→ **Directions**: Keep the pictures out and restate every record exactly.

Collected data
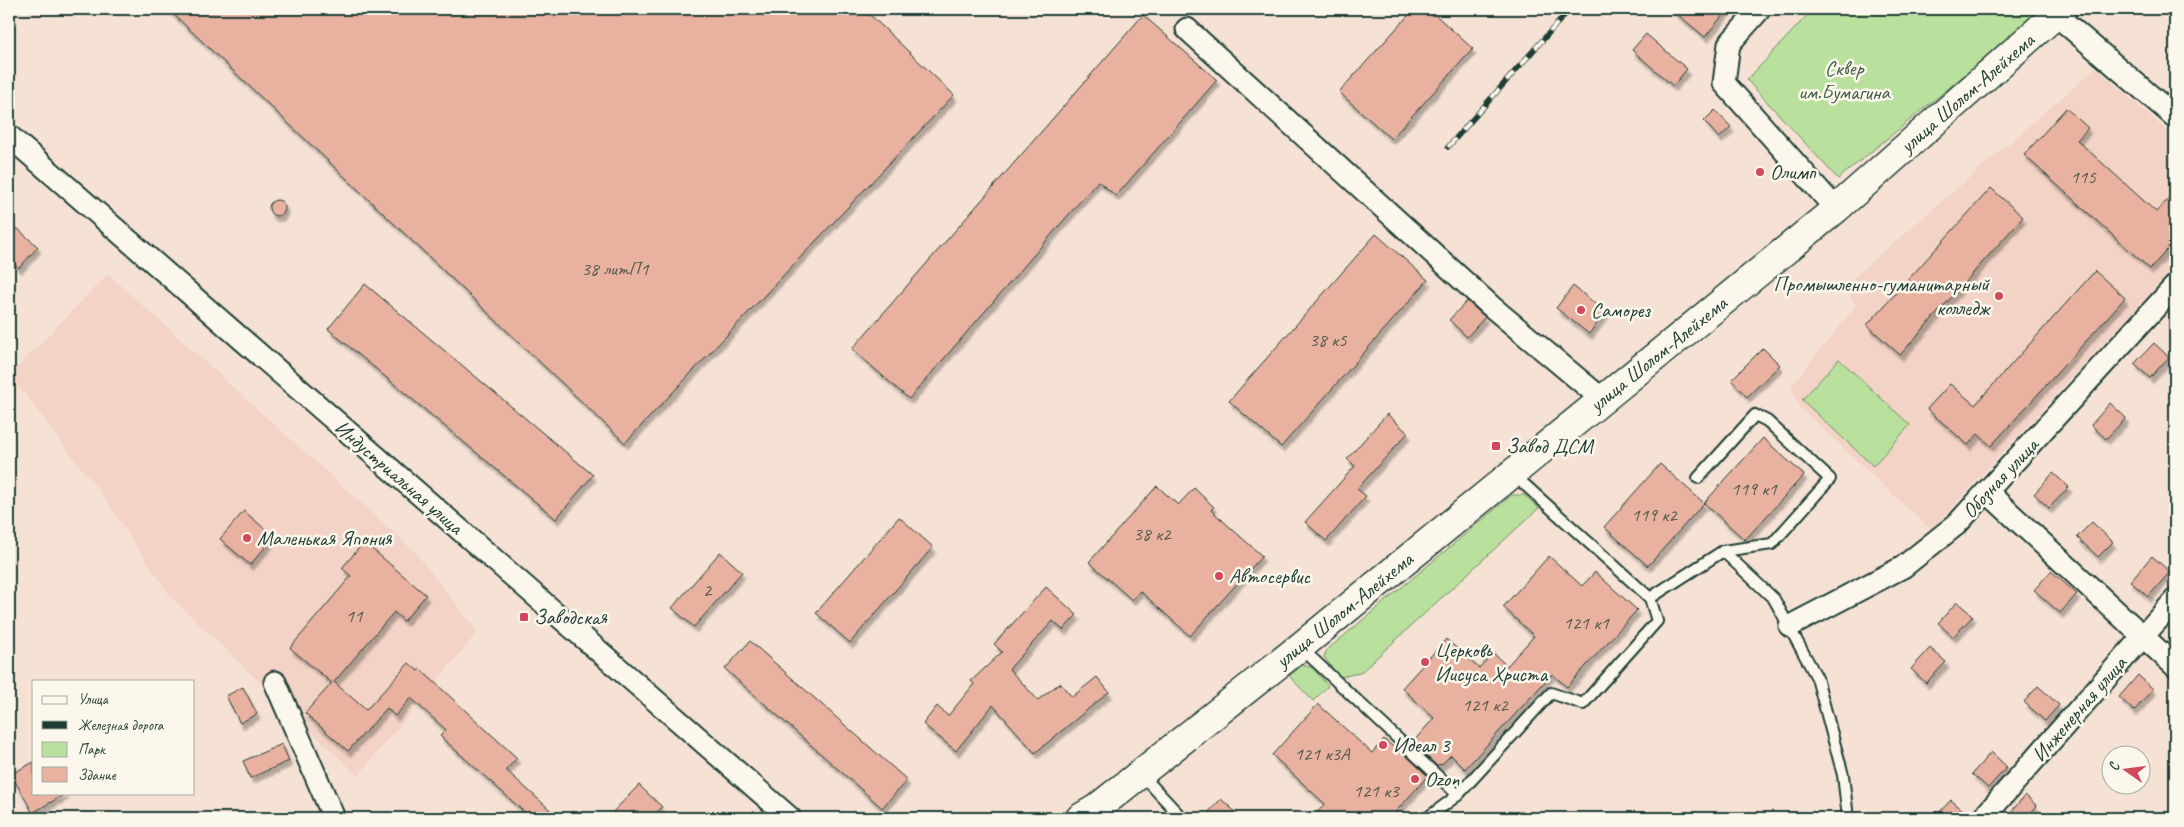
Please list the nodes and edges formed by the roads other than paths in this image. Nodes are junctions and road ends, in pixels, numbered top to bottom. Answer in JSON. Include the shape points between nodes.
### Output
{"nodes":[{"id":1,"x":1760,"y":9,"type":"edge"},
{"id":2,"x":2059,"y":12,"type":"edge"},
{"id":3,"x":1187,"y":29,"type":"dead end"},
{"id":4,"x":2175,"y":117,"type":"edge"},
{"id":5,"x":10,"y":138,"type":"edge"},
{"id":6,"x":1836,"y":209,"type":"junction"},
{"id":7,"x":2175,"y":286,"type":"edge"},
{"id":8,"x":1602,"y":398,"type":"junction"},
{"id":9,"x":1512,"y":472,"type":"junction"},
{"id":10,"x":1698,"y":478,"type":"dead end"},
{"id":11,"x":1988,"y":492,"type":"junction"},
{"id":12,"x":1723,"y":551,"type":"junction"},
{"id":13,"x":1650,"y":598,"type":"junction"},
{"id":14,"x":2175,"y":600,"type":"edge"},
{"id":15,"x":1790,"y":626,"type":"junction"},
{"id":16,"x":2143,"y":636,"type":"junction"},
{"id":17,"x":1300,"y":647,"type":"junction"},
{"id":18,"x":2175,"y":666,"type":"edge"},
{"id":19,"x":274,"y":682,"type":"dead end"},
{"id":20,"x":1140,"y":773,"type":"junction"},
{"id":21,"x":1458,"y":795,"type":"junction"},
{"id":22,"x":334,"y":818,"type":"edge"},
{"id":23,"x":790,"y":818,"type":"edge"},
{"id":24,"x":1080,"y":818,"type":"edge"},
{"id":25,"x":1182,"y":818,"type":"edge"},
{"id":26,"x":1427,"y":818,"type":"edge"},
{"id":27,"x":1848,"y":818,"type":"edge"},
{"id":28,"x":1983,"y":818,"type":"edge"}],
"edges":[{"from":1,"to":6,"type":"street","via":[[1729,44],[1724,83]]},
{"from":2,"to":4,"type":"street"},
{"from":2,"to":6,"type":"main road","name":"улица Шолом-Алейхема"},
{"from":3,"to":8,"type":"street","via":[[1492,308]]},
{"from":5,"to":23,"type":"street","name":"Индустриальная улица"},
{"from":6,"to":8,"type":"main road","name":"улица Шолом-Алейхема"},
{"from":7,"to":11,"type":"street","name":"Обозная улица"},
{"from":8,"to":9,"type":"main road","name":"улица Шолом-Алейхема"},
{"from":9,"to":13,"type":"lane"},
{"from":9,"to":17,"type":"main road","name":"улица Шолом-Алейхема"},
{"from":10,"to":12,"type":"lane","via":[[1755,415],[1767,421],[1830,479],[1772,544]]},
{"from":11,"to":15,"type":"street","name":"Обозная улица","via":[[1957,524],[1903,567]]},
{"from":11,"to":16,"type":"street"},
{"from":12,"to":13,"type":"lane"},
{"from":12,"to":15,"type":"lane","via":[[1774,599]]},
{"from":13,"to":21,"type":"lane","via":[[1657,620],[1584,704],[1551,693]]},
{"from":14,"to":16,"type":"street","name":"Инженерная улица"},
{"from":15,"to":27,"type":"lane","via":[[1817,678],[1843,775]]},
{"from":16,"to":18,"type":"street"},
{"from":16,"to":28,"type":"street","name":"Инженерная улица"},
{"from":17,"to":20,"type":"main road","name":"улица Шолом-Алейхема"},
{"from":17,"to":21,"type":"lane"},
{"from":19,"to":22,"type":"street"},
{"from":20,"to":24,"type":"main road","name":"улица Шолом-Алейхема"},
{"from":20,"to":25,"type":"lane"},
{"from":21,"to":26,"type":"lane"}]}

→ **Response below**:
Please list the nodes and edges formed by the roads other than paths in this image. Nodes are junctions and road ends, in pixels, numbered top to bottom. Answer in JSON. Include the shape points between nodes.
### Output
{"nodes":[{"id":1,"x":1760,"y":9,"type":"edge"},
{"id":2,"x":2059,"y":12,"type":"edge"},
{"id":3,"x":1187,"y":29,"type":"dead end"},
{"id":4,"x":2175,"y":117,"type":"edge"},
{"id":5,"x":10,"y":138,"type":"edge"},
{"id":6,"x":1836,"y":209,"type":"junction"},
{"id":7,"x":2175,"y":286,"type":"edge"},
{"id":8,"x":1602,"y":398,"type":"junction"},
{"id":9,"x":1512,"y":472,"type":"junction"},
{"id":10,"x":1698,"y":478,"type":"dead end"},
{"id":11,"x":1988,"y":492,"type":"junction"},
{"id":12,"x":1723,"y":551,"type":"junction"},
{"id":13,"x":1650,"y":598,"type":"junction"},
{"id":14,"x":2175,"y":600,"type":"edge"},
{"id":15,"x":1790,"y":626,"type":"junction"},
{"id":16,"x":2143,"y":636,"type":"junction"},
{"id":17,"x":1300,"y":647,"type":"junction"},
{"id":18,"x":2175,"y":666,"type":"edge"},
{"id":19,"x":274,"y":682,"type":"dead end"},
{"id":20,"x":1140,"y":773,"type":"junction"},
{"id":21,"x":1458,"y":795,"type":"junction"},
{"id":22,"x":334,"y":818,"type":"edge"},
{"id":23,"x":790,"y":818,"type":"edge"},
{"id":24,"x":1080,"y":818,"type":"edge"},
{"id":25,"x":1182,"y":818,"type":"edge"},
{"id":26,"x":1427,"y":818,"type":"edge"},
{"id":27,"x":1848,"y":818,"type":"edge"},
{"id":28,"x":1983,"y":818,"type":"edge"}],
"edges":[{"from":1,"to":6,"type":"street","via":[[1729,44],[1724,83]]},
{"from":2,"to":4,"type":"street"},
{"from":2,"to":6,"type":"main road","name":"улица Шолом-Алейхема"},
{"from":3,"to":8,"type":"street","via":[[1492,308]]},
{"from":5,"to":23,"type":"street","name":"Индустриальная улица"},
{"from":6,"to":8,"type":"main road","name":"улица Шолом-Алейхема"},
{"from":7,"to":11,"type":"street","name":"Обозная улица"},
{"from":8,"to":9,"type":"main road","name":"улица Шолом-Алейхема"},
{"from":9,"to":13,"type":"lane"},
{"from":9,"to":17,"type":"main road","name":"улица Шолом-Алейхема"},
{"from":10,"to":12,"type":"lane","via":[[1755,415],[1767,421],[1830,479],[1772,544]]},
{"from":11,"to":15,"type":"street","name":"Обозная улица","via":[[1957,524],[1903,567]]},
{"from":11,"to":16,"type":"street"},
{"from":12,"to":13,"type":"lane"},
{"from":12,"to":15,"type":"lane","via":[[1774,599]]},
{"from":13,"to":21,"type":"lane","via":[[1657,620],[1584,704],[1551,693]]},
{"from":14,"to":16,"type":"street","name":"Инженерная улица"},
{"from":15,"to":27,"type":"lane","via":[[1817,678],[1843,775]]},
{"from":16,"to":18,"type":"street"},
{"from":16,"to":28,"type":"street","name":"Инженерная улица"},
{"from":17,"to":20,"type":"main road","name":"улица Шолом-Алейхема"},
{"from":17,"to":21,"type":"lane"},
{"from":19,"to":22,"type":"street"},
{"from":20,"to":24,"type":"main road","name":"улица Шолом-Алейхема"},
{"from":20,"to":25,"type":"lane"},
{"from":21,"to":26,"type":"lane"}]}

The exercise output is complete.